Unlike the 2012 health care reform case, this is not a constitutional challenge. Rather, it presents a question of statutory interpretation: Did the federal government permissibly construe the statute to make the subsidies available to federal Exchange consumers in addition to state Exchange consumers?

The challengers point to the text of one provision of the health care reform law that, by its terms, limits the availability of the subsidies to those who buy health insurance on state Exchanges. The government counters that the Court must consider the overall context in which that language appears in order to discern Congress’s intent – and that analysis shows Congress meant to make the subsidies available nationwide.

After much anticipation, the Court heard oral argument on March 4. Of course, it’s dangerous to read too much into the remarks of the justices. Nevertheless, we pass along a few observations.

  • In the lead-up to oral argument, there was much publicity regarding potential standing concerns, i.e., whether the challengers had suffered injuries sufficient to permit them to bring suit at all.  

    At oral argument, Justice Ginsburg led with an inquiry on this threshold question. But, in the end, it appeared to be a non-issue, as the challengers represented that there was no standing concern, the federal government accepted that representation, and most justices appeared inclined to reach the merits of the case.

  • Not surprisingly, the liberal wing of the Court championed the government’s position, while Justices Alito in particular expressed support for the challengers’ position. But all eyes were on Chief Justice Roberts, who, at least coming into the oral argument, was widely viewed as the key vote in this case.

    The Chief Justice, however, was virtually silent on the merits of the case, shedding little light on where he might end up. That said, he did observe that, if the Court were to find the statute ambiguous on the point in dispute, a future Administration would be free to reverse the current statutory interpretation. While this remark may reveal nothing about his thinking, it could reflect his openness to a finding of ambiguity, given his past statements suggesting a desire to leave certain matters to the political process to resolve. Then again, it could, in the alternative, suggest his concern with a question raised by Justice Kennedy – whether it’s plausible that Congress intended to put such a consequential decision in the hands of the agency.

  • In the end, it was Justice Kennedy whose remarks drew the most attention – a familiar position for him.

    In its briefs, the federal government had asserted a federalism concern posed by the challengers’ reading of the statute. It did so to try to appeal to key justices like Justice Kennedy.
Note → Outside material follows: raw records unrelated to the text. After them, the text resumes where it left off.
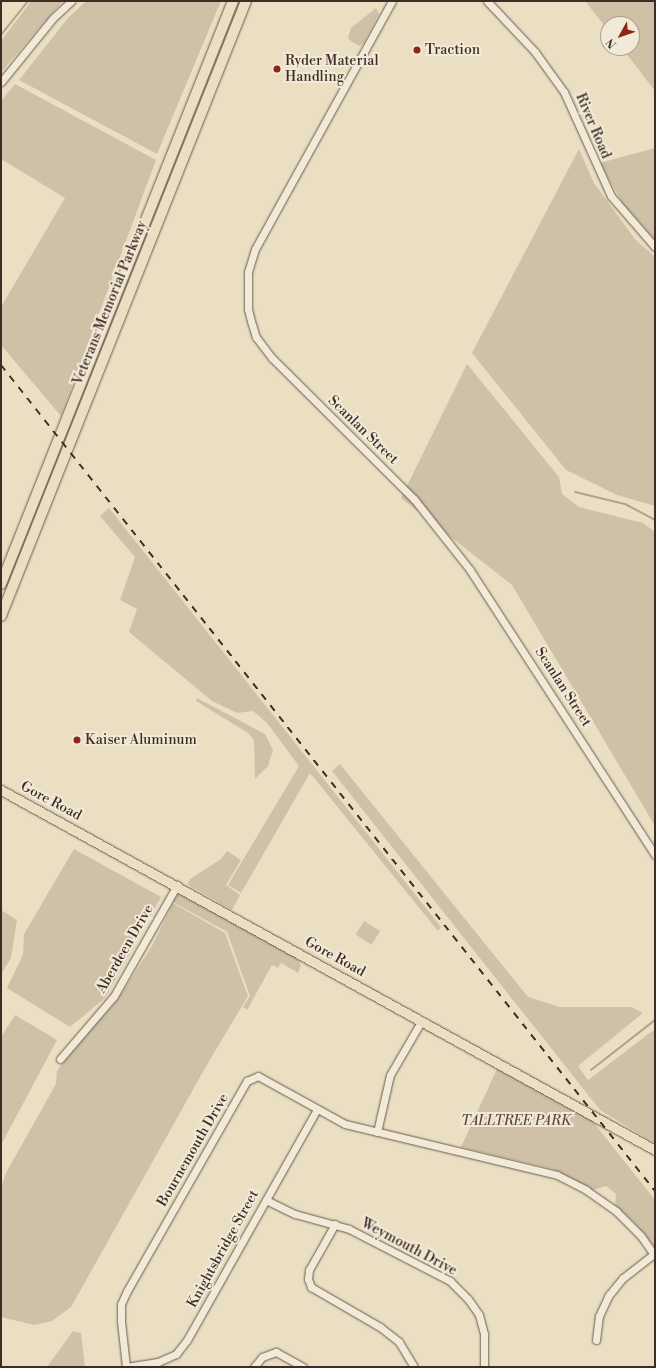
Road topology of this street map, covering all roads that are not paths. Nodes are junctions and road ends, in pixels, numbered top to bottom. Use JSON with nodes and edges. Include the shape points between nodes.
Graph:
{"nodes":[{"id":1,"x":71,"y":1,"type":"edge"},
{"id":2,"x":233,"y":1,"type":"edge"},
{"id":3,"x":246,"y":1,"type":"edge"},
{"id":4,"x":392,"y":1,"type":"edge"},
{"id":5,"x":487,"y":1,"type":"edge"},
{"id":6,"x":1,"y":82,"type":"edge"},
{"id":7,"x":655,"y":247,"type":"edge"},
{"id":8,"x":1,"y":584,"type":"edge"},
{"id":9,"x":1,"y":616,"type":"edge"},
{"id":10,"x":1,"y":790,"type":"edge"},
{"id":11,"x":655,"y":855,"type":"edge"},
{"id":12,"x":177,"y":884,"type":"junction"},
{"id":13,"x":421,"y":1022,"type":"junction"},
{"id":14,"x":60,"y":1059,"type":"dead end"},
{"id":15,"x":317,"y":1109,"type":"junction"},
{"id":16,"x":377,"y":1132,"type":"junction"},
{"id":17,"x":655,"y":1150,"type":"edge"},
{"id":18,"x":266,"y":1200,"type":"junction"},
{"id":19,"x":336,"y":1224,"type":"junction"},
{"id":20,"x":654,"y":1255,"type":"edge"},
{"id":21,"x":596,"y":1340,"type":"dead end"},
{"id":22,"x":126,"y":1367,"type":"edge"},
{"id":23,"x":254,"y":1367,"type":"edge"},
{"id":24,"x":303,"y":1367,"type":"edge"},
{"id":25,"x":414,"y":1367,"type":"edge"},
{"id":26,"x":484,"y":1367,"type":"edge"}],
"edges":[{"from":1,"to":6,"type":"street","via":[[52,18]]},
{"from":2,"to":8,"type":"highway","name":"Veterans Memorial Parkway"},
{"from":3,"to":9,"type":"highway","name":"Veterans Memorial Parkway"},
{"from":4,"to":11,"type":"street","name":"Scanlan Street","via":[[255,249],[248,272],[248,309],[251,321],[256,337],[272,358],[414,499],[470,570]]},
{"from":5,"to":7,"type":"street","name":"River Road","via":[[535,52],[564,92],[611,196]]},
{"from":10,"to":12,"type":"main road","name":"Gore Road"},
{"from":12,"to":13,"type":"main road","name":"Gore Road"},
{"from":12,"to":14,"type":"street","name":"Aberdeen Drive","via":[[114,996]]},
{"from":13,"to":16,"type":"street","via":[[390,1075]]},
{"from":13,"to":17,"type":"main road","name":"Gore Road"},
{"from":15,"to":16,"type":"street","name":"Bournemouth Drive","via":[[345,1124]]},
{"from":15,"to":18,"type":"street","name":"Knightsbridge Street"},
{"from":15,"to":22,"type":"street","name":"Bournemouth Drive","via":[[269,1080],[258,1076],[248,1081],[126,1291],[121,1304]]},
{"from":16,"to":20,"type":"street","name":"Bournemouth Drive","via":[[557,1175],[586,1190],[616,1211],[641,1236]]},
{"from":18,"to":19,"type":"street","name":"Weymouth Drive","via":[[295,1214]]},
{"from":18,"to":22,"type":"street","name":"Knightsbridge Street","via":[[187,1340],[176,1354],[158,1362]]},
{"from":19,"to":25,"type":"street","via":[[309,1270],[308,1279],[311,1287],[380,1327],[399,1342]]},
{"from":19,"to":26,"type":"street","name":"Weymouth Drive","via":[[450,1281],[468,1299],[479,1315],[484,1334]]},
{"from":20,"to":21,"type":"street","via":[[623,1278],[609,1295],[599,1316]]},
{"from":23,"to":24,"type":"street","via":[[262,1357],[276,1352]]}]}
Its argument went something like this: The challengers contend that Congress used the subsidies to induce states to establish state Exchanges and that, therefore, the subsidies are available only in states with state Exchanges, and not in states with federal Exchanges. But, given the Affordable Care Act’s nationwide requirement that health insurers sell and price their policies without regard to health status, the unavailability of the subsidies in states with federal Exchanges would mean the destabilization, and eventual destruction, of the individual health insurance market in those states. This is the so-called death spiral that results when sicker people increasingly opt in, and healthier people increasingly opt out, of health insurance. Congress couldn’t have intended to present states with a false choice between establishing a state Exchange and forgoing, not only the new subsidies, but also its pre-existing individual health insurance market.

    Justice Kennedy suggested that the challengers’ reading of the statute would produce a constitutional concern. States have constitutional rights under the Tenth Amendment that protect them from unconstitutional coercion by the federal government. Justice Kennedy appeared concerned that, under the challenger’s reading of the statute, states would be coerced into establishing state Exchanges, given the steep price for declining to do so.

    Where will this lead Justice Kennedy? The government hopes that, to avoid this constitutional concern, he’ll read the statute the government’s way. In contrast, the challengers hope that he’ll conclude that the challengers’ reading of the statute is the only permissible one – and that the statute is therefore unconstitutional.

Ultimately, it remains too close to close call. A ruling is expected in late June.